Exercise – Scan the material below for the string "Sopocka", and copy every line where it shows up.
========================================
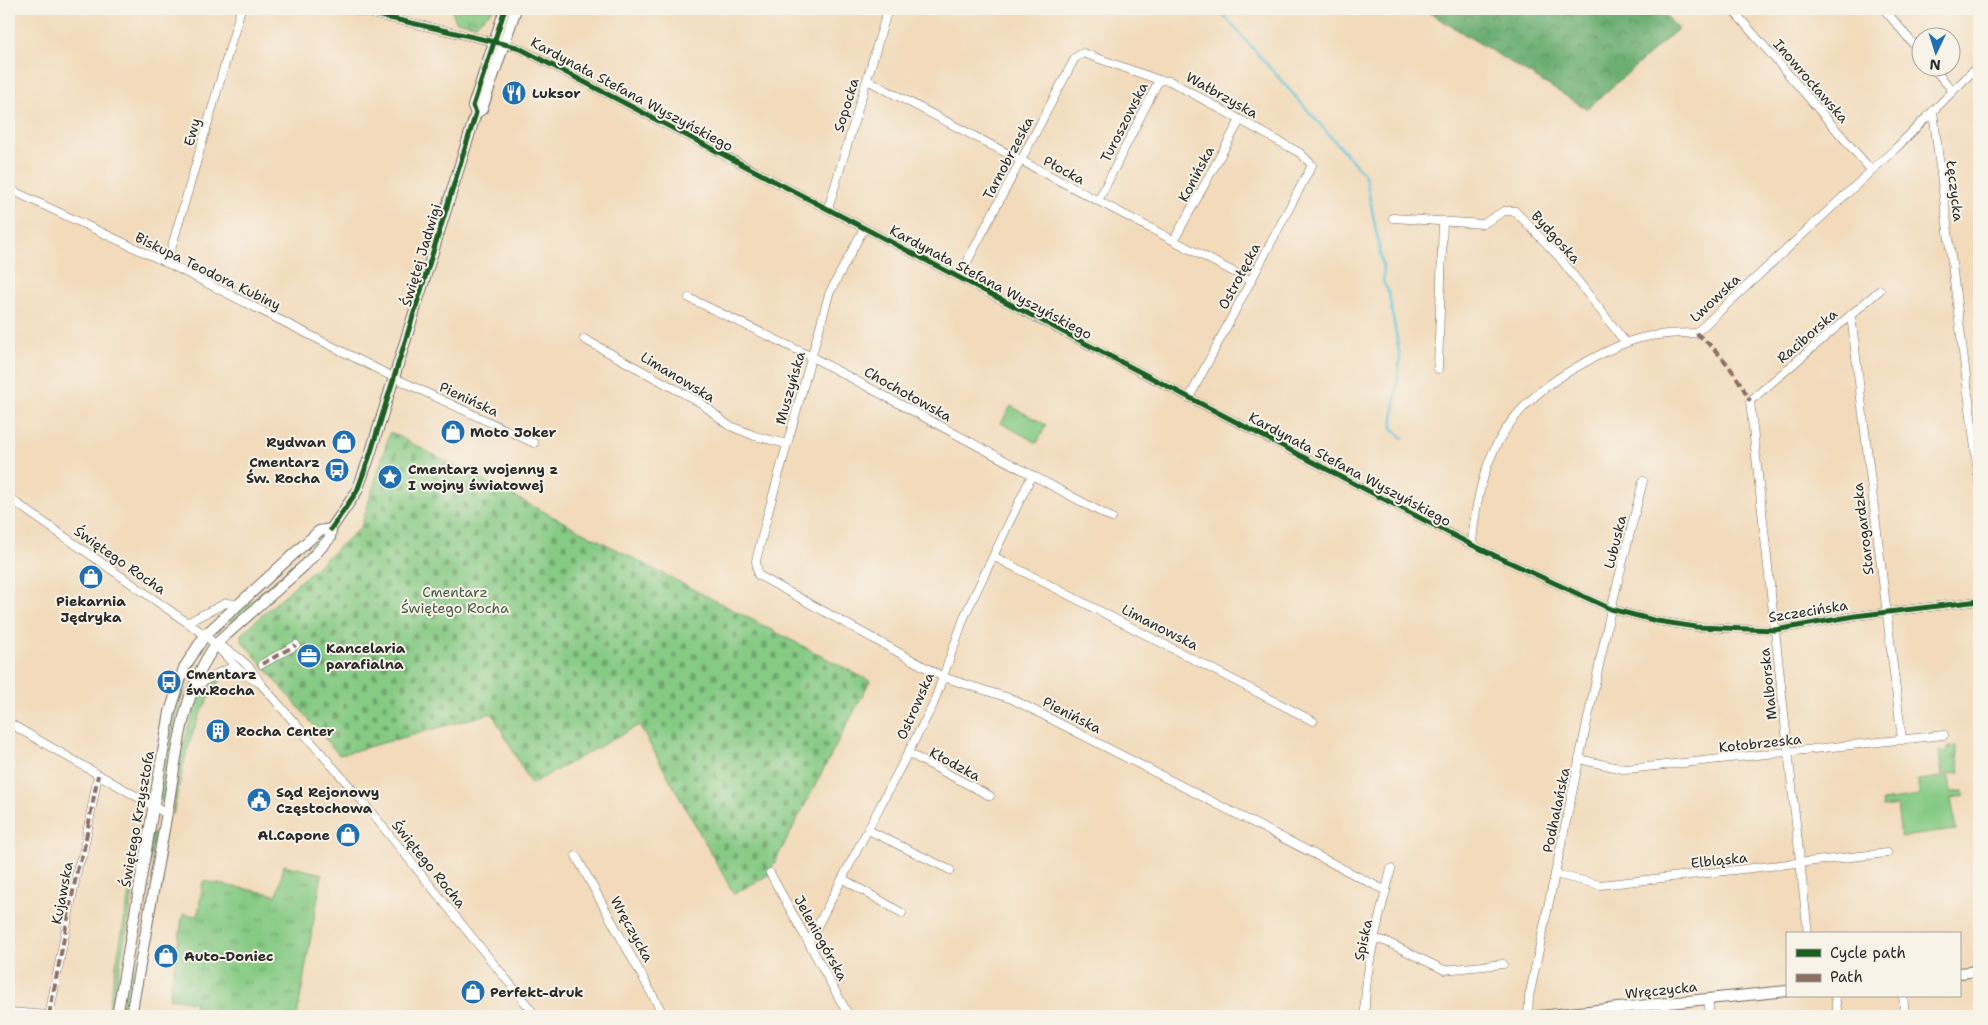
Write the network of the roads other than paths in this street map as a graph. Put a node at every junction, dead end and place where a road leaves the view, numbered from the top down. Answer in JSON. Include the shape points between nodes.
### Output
{"nodes":[{"id":1,"x":240,"y":9,"type":"edge"},
{"id":2,"x":350,"y":9,"type":"edge"},
{"id":3,"x":505,"y":9,"type":"edge"},
{"id":4,"x":516,"y":9,"type":"edge"},
{"id":5,"x":888,"y":9,"type":"edge"},
{"id":6,"x":1732,"y":9,"type":"edge"},
{"id":7,"x":1884,"y":9,"type":"edge"},
{"id":8,"x":1910,"y":40,"type":"edge"},
{"id":9,"x":499,"y":42,"type":"junction"},
{"id":10,"x":1083,"y":53,"type":"joint"},
{"id":11,"x":1979,"y":65,"type":"edge"},
{"id":12,"x":1942,"y":78,"type":"edge"},
{"id":13,"x":867,"y":80,"type":"junction"},
{"id":14,"x":1159,"y":80,"type":"junction"},
{"id":15,"x":1953,"y":91,"type":"junction"},
{"id":16,"x":1932,"y":112,"type":"junction"},
{"id":17,"x":1240,"y":120,"type":"junction"},
{"id":18,"x":1020,"y":161,"type":"junction"},
{"id":19,"x":1312,"y":165,"type":"joint"},
{"id":20,"x":1871,"y":170,"type":"junction"},
{"id":21,"x":9,"y":189,"type":"edge"},
{"id":22,"x":1098,"y":201,"type":"junction"},
{"id":23,"x":828,"y":209,"type":"junction"},
{"id":24,"x":1393,"y":218,"type":"dead end"},
{"id":25,"x":1443,"y":221,"type":"junction"},
{"id":26,"x":864,"y":228,"type":"junction"},
{"id":27,"x":1174,"y":240,"type":"junction"},
{"id":28,"x":167,"y":263,"type":"junction"},
{"id":29,"x":959,"y":277,"type":"junction"},
{"id":30,"x":1251,"y":281,"type":"junction"},
{"id":31,"x":1880,"y":290,"type":"dead end"},
{"id":32,"x":689,"y":298,"type":"dead end"},
{"id":33,"x":1851,"y":315,"type":"junction"},
{"id":34,"x":584,"y":339,"type":"dead end"},
{"id":35,"x":1625,"y":342,"type":"junction"},
{"id":36,"x":812,"y":357,"type":"junction"},
{"id":37,"x":1438,"y":369,"type":"dead end"},
{"id":38,"x":395,"y":378,"type":"junction"},
{"id":39,"x":1189,"y":398,"type":"junction"},
{"id":40,"x":1750,"y":401,"type":"joint"},
{"id":41,"x":534,"y":443,"type":"dead end"},
{"id":42,"x":787,"y":444,"type":"junction"},
{"id":43,"x":1032,"y":475,"type":"junction"},
{"id":44,"x":1643,"y":481,"type":"dead end"},
{"id":45,"x":1979,"y":482,"type":"edge"},
{"id":46,"x":9,"y":498,"type":"edge"},
{"id":47,"x":1112,"y":518,"type":"dead end"},
{"id":48,"x":331,"y":530,"type":"junction"},
{"id":49,"x":1472,"y":545,"type":"junction"},
{"id":50,"x":995,"y":557,"type":"junction"},
{"id":51,"x":756,"y":561,"type":"joint"},
{"id":52,"x":1979,"y":601,"type":"edge"},
{"id":53,"x":238,"y":604,"type":"junction"},
{"id":54,"x":1611,"y":609,"type":"junction"},
{"id":55,"x":1886,"y":613,"type":"junction"},
{"id":56,"x":188,"y":622,"type":"junction"},
{"id":57,"x":1775,"y":630,"type":"junction"},
{"id":58,"x":205,"y":635,"type":"junction"},
{"id":59,"x":216,"y":644,"type":"junction"},
{"id":60,"x":296,"y":644,"type":"dead end"},
{"id":61,"x":262,"y":664,"type":"dead end"},
{"id":62,"x":236,"y":667,"type":"junction"},
{"id":63,"x":943,"y":677,"type":"junction"},
{"id":64,"x":260,"y":683,"type":"junction"},
{"id":65,"x":192,"y":687,"type":"junction"},
{"id":66,"x":1313,"y":721,"type":"dead end"},
{"id":67,"x":9,"y":723,"type":"edge"},
{"id":68,"x":1944,"y":735,"type":"dead end"},
{"id":69,"x":1902,"y":740,"type":"junction"},
{"id":70,"x":1788,"y":752,"type":"junction"},
{"id":71,"x":908,"y":753,"type":"junction"},
{"id":72,"x":1579,"y":759,"type":"junction"},
{"id":73,"x":98,"y":775,"type":"junction"},
{"id":74,"x":990,"y":796,"type":"dead end"},
{"id":75,"x":153,"y":806,"type":"junction"},
{"id":76,"x":167,"y":814,"type":"junction"},
{"id":77,"x":868,"y":830,"type":"junction"},
{"id":78,"x":1887,"y":854,"type":"dead end"},
{"id":79,"x":576,"y":856,"type":"dead end"},
{"id":80,"x":1801,"y":864,"type":"junction"},
{"id":81,"x":1391,"y":869,"type":"dead end"},
{"id":82,"x":950,"y":870,"type":"dead end"},
{"id":83,"x":770,"y":873,"type":"dead end"},
{"id":84,"x":1555,"y":874,"type":"junction"},
{"id":85,"x":843,"y":879,"type":"junction"},
{"id":86,"x":1386,"y":892,"type":"junction"},
{"id":87,"x":902,"y":913,"type":"dead end"},
{"id":88,"x":1808,"y":932,"type":"edge"},
{"id":89,"x":1376,"y":939,"type":"junction"},
{"id":90,"x":809,"y":942,"type":"junction"},
{"id":91,"x":1503,"y":964,"type":"dead end"},
{"id":92,"x":1977,"y":971,"type":"edge"},
{"id":93,"x":1960,"y":973,"type":"edge"},
{"id":94,"x":1786,"y":991,"type":"edge"},
{"id":95,"x":1835,"y":998,"type":"edge"},
{"id":96,"x":1903,"y":998,"type":"edge"},
{"id":97,"x":1708,"y":999,"type":"junction"},
{"id":98,"x":1664,"y":1003,"type":"junction"},
{"id":99,"x":9,"y":1012,"type":"edge"},
{"id":100,"x":49,"y":1015,"type":"edge"},
{"id":101,"x":117,"y":1016,"type":"edge"},
{"id":102,"x":131,"y":1016,"type":"edge"},
{"id":103,"x":536,"y":1016,"type":"edge"},
{"id":104,"x":664,"y":1016,"type":"edge"},
{"id":105,"x":849,"y":1016,"type":"edge"},
{"id":106,"x":1365,"y":1016,"type":"edge"},
{"id":107,"x":1528,"y":1016,"type":"edge"},
{"id":108,"x":1539,"y":1016,"type":"edge"},
{"id":109,"x":1665,"y":1016,"type":"edge"},
{"id":110,"x":1710,"y":1016,"type":"edge"},
{"id":111,"x":1838,"y":1016,"type":"edge"},
{"id":112,"x":1905,"y":1016,"type":"edge"}],
"edges":[{"from":1,"to":28,"type":"street","name":"Ewy"},
{"from":2,"to":9,"type":"street","name":"Kardynała Stefana Wyszyńskiego"},
{"from":3,"to":9,"type":"main road","name":"Świętej Jadwigi"},
{"from":4,"to":9,"type":"main road","name":"Świętej Jadwigi"},
{"from":5,"to":13,"type":"street","name":"Sopocka"},
{"from":6,"to":20,"type":"street","name":"Inowrocławska"},
{"from":7,"to":8,"type":"street"},
{"from":9,"to":23,"type":"street","name":"Kardynała Stefana Wyszyńskiego","via":[[517,46]]},
{"from":9,"to":38,"type":"main road","name":"Świętej Jadwigi","via":[[473,106],[476,113]]},
{"from":10,"to":14,"type":"street","name":"Wałbrzyska"},
{"from":10,"to":18,"type":"street","name":"Tarnobrzeska","via":[[1075,58]]},
{"from":11,"to":15,"type":"street","name":"Lwowska"},
{"from":12,"to":15,"type":"street"},
{"from":13,"to":18,"type":"street","name":"Płocka"},
{"from":13,"to":23,"type":"street","name":"Sopocka"},
{"from":14,"to":17,"type":"street","name":"Wałbrzyska","via":[[1170,81]]},
{"from":14,"to":22,"type":"street","name":"Turoszowska"},
{"from":15,"to":16,"type":"street","name":"Lwowska"},
{"from":16,"to":20,"type":"street","name":"Lwowska"},
{"from":16,"to":45,"type":"street","name":"Łęczycka"},
{"from":17,"to":19,"type":"street","name":"Wałbrzyska","via":[[1300,153]]},
{"from":17,"to":27,"type":"street","name":"Konińska"},
{"from":18,"to":22,"type":"street","name":"Płocka"},
{"from":18,"to":29,"type":"street","name":"Tarnobrzeska"},
{"from":19,"to":30,"type":"street","name":"Ostrołęcka"},
{"from":20,"to":35,"type":"street","name":"Lwowska","via":[[1696,333],[1660,333]]},
{"from":21,"to":28,"type":"street","name":"Biskupa Teodora Kubiny"},
{"from":22,"to":27,"type":"street","name":"Płocka"},
{"from":23,"to":26,"type":"street","name":"Kardynała Stefana Wyszyńskiego"},
{"from":24,"to":25,"type":"street","name":"Bydgoska"},
{"from":25,"to":35,"type":"street","name":"Bydgoska","via":[[1483,224],[1504,211],[1515,211],[1560,258]]},
{"from":25,"to":37,"type":"street"},
{"from":26,"to":29,"type":"street","name":"Kardynała Stefana Wyszyńskiego"},
{"from":26,"to":36,"type":"street","name":"Muszyńska","via":[[829,294]]},
{"from":27,"to":30,"type":"street","name":"Płocka"},
{"from":28,"to":38,"type":"street","name":"Biskupa Teodora Kubiny"},
{"from":29,"to":39,"type":"street","name":"Kardynała Stefana Wyszyńskiego"},
{"from":30,"to":39,"type":"street","name":"Ostrołęcka"},
{"from":31,"to":33,"type":"street","name":"Raciborska"},
{"from":32,"to":36,"type":"street","name":"Chochołowska"},
{"from":33,"to":40,"type":"street","name":"Raciborska"},
{"from":33,"to":55,"type":"street","name":"Starogardzka"},
{"from":34,"to":42,"type":"street","name":"Limanowska","via":[[700,403],[728,425]]},
{"from":35,"to":49,"type":"street","name":"Lwowska","via":[[1559,376],[1515,414],[1494,448],[1478,500]]},
{"from":36,"to":42,"type":"street","name":"Muszyńska"},
{"from":36,"to":43,"type":"street","name":"Chochołowska"},
{"from":38,"to":41,"type":"street","name":"Pienińska"},
{"from":38,"to":48,"type":"main road","name":"Świętej Jadwigi","via":[[361,482]]},
{"from":39,"to":49,"type":"street","name":"Kardynała Stefana Wyszyńskiego"},
{"from":40,"to":57,"type":"street","name":"Malborska"},
{"from":42,"to":51,"type":"street","name":"Muszyńska"},
{"from":43,"to":47,"type":"street","name":"Chochołowska"},
{"from":43,"to":50,"type":"street","name":"Ostrowska"},
{"from":44,"to":54,"type":"street","name":"Lubuska"},
{"from":46,"to":56,"type":"street","name":"Świętego Rocha"},
{"from":48,"to":53,"type":"main road","via":[[319,531]]},
{"from":48,"to":59,"type":"main road","name":"Świętej Jadwigi","via":[[330,538],[321,549]]},
{"from":49,"to":54,"type":"street","name":"Kardynała Stefana Wyszyńskiego"},
{"from":50,"to":63,"type":"street","name":"Ostrowska","via":[[965,616]]},
{"from":50,"to":66,"type":"street","name":"Limanowska"},
{"from":51,"to":63,"type":"street","name":"Pienińska","via":[[758,575],[771,584]]},
{"from":52,"to":55,"type":"street","name":"Szczecińska"},
{"from":53,"to":56,"type":"street","via":[[226,603]]},
{"from":53,"to":58,"type":"main road"},
{"from":54,"to":57,"type":"street","name":"Szczecińska","via":[[1678,625]]},
{"from":54,"to":72,"type":"street","name":"Podhalańska"},
{"from":55,"to":57,"type":"street","name":"Szczecińska"},
{"from":55,"to":69,"type":"street","name":"Starogardzka"},
{"from":56,"to":58,"type":"street","name":"Świętego Rocha"},
{"from":57,"to":70,"type":"street","name":"Malborska"},
{"from":58,"to":59,"type":"street","name":"Świętego Rocha"},
{"from":58,"to":75,"type":"main road","name":"Świętego Krzysztofa","via":[[177,684]]},
{"from":59,"to":62,"type":"street","name":"Świętego Rocha"},
{"from":59,"to":64,"type":"street","name":"Świętego Rocha","via":[[237,655]]},
{"from":59,"to":65,"type":"main road","name":"Świętego Krzysztofa"},
{"from":60,"to":61,"type":"street"},
{"from":62,"to":64,"type":"street","name":"Świętego Rocha"},
{"from":62,"to":65,"type":"street","via":[[223,669],[204,683]]},
{"from":63,"to":71,"type":"street","name":"Ostrowska"},
{"from":63,"to":86,"type":"street","name":"Pienińska","via":[[1012,699]]},
{"from":64,"to":103,"type":"street","name":"Świętego Rocha","via":[[334,768]]},
{"from":65,"to":76,"type":"main road","name":"Świętego Krzysztofa"},
{"from":67,"to":73,"type":"street"},
{"from":68,"to":69,"type":"street","name":"Kołobrzeska"},
{"from":69,"to":70,"type":"street","name":"Kołobrzeska"},
{"from":70,"to":72,"type":"street","name":"Kołobrzeska","via":[[1630,769]]},
{"from":70,"to":80,"type":"street","name":"Malborska"},
{"from":71,"to":74,"type":"street","name":"Kłodzka"},
{"from":71,"to":77,"type":"street","name":"Ostrowska"},
{"from":72,"to":84,"type":"street","name":"Podhalańska"},
{"from":73,"to":75,"type":"street"},
{"from":73,"to":100,"type":"street","name":"Kujawska"},
{"from":75,"to":76,"type":"street"},
{"from":75,"to":101,"type":"main road","name":"Świętego Krzysztofa"},
{"from":76,"to":102,"type":"main road","name":"Świętego Krzysztofa"},
{"from":77,"to":82,"type":"street"},
{"from":77,"to":85,"type":"street","name":"Ostrowska"},
{"from":78,"to":80,"type":"street","name":"Elbląska"},
{"from":79,"to":104,"type":"street","name":"Wręczycka"},
{"from":80,"to":84,"type":"street","name":"Elbląska","via":[[1600,885]]},
{"from":80,"to":88,"type":"street","name":"Malborska"},
{"from":81,"to":86,"type":"street","name":"Spiska"},
{"from":83,"to":90,"type":"street","name":"Jeleniogórska"},
{"from":84,"to":107,"type":"street","name":"Podhalańska","via":[[1529,997]]},
{"from":85,"to":87,"type":"street"},
{"from":85,"to":90,"type":"street","name":"Ostrowska"},
{"from":86,"to":89,"type":"street","name":"Spiska"},
{"from":89,"to":91,"type":"street","via":[[1444,970]]},
{"from":89,"to":106,"type":"street","name":"Spiska"},
{"from":90,"to":105,"type":"street","name":"Jeleniogórska"},
{"from":92,"to":93,"type":"main road"},
{"from":94,"to":97,"type":"main road","name":"Wręczycka"},
{"from":95,"to":111,"type":"street"},
{"from":96,"to":112,"type":"street"},
{"from":97,"to":98,"type":"main road","name":"Wręczycka"},
{"from":97,"to":110,"type":"street"},
{"from":98,"to":108,"type":"main road","name":"Wręczycka"},
{"from":98,"to":109,"type":"street"},
{"from":99,"to":100,"type":"street"}]}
========================================
Response –
{"from":5,"to":13,"type":"street","name":"Sopocka"},
{"from":13,"to":23,"type":"street","name":"Sopocka"},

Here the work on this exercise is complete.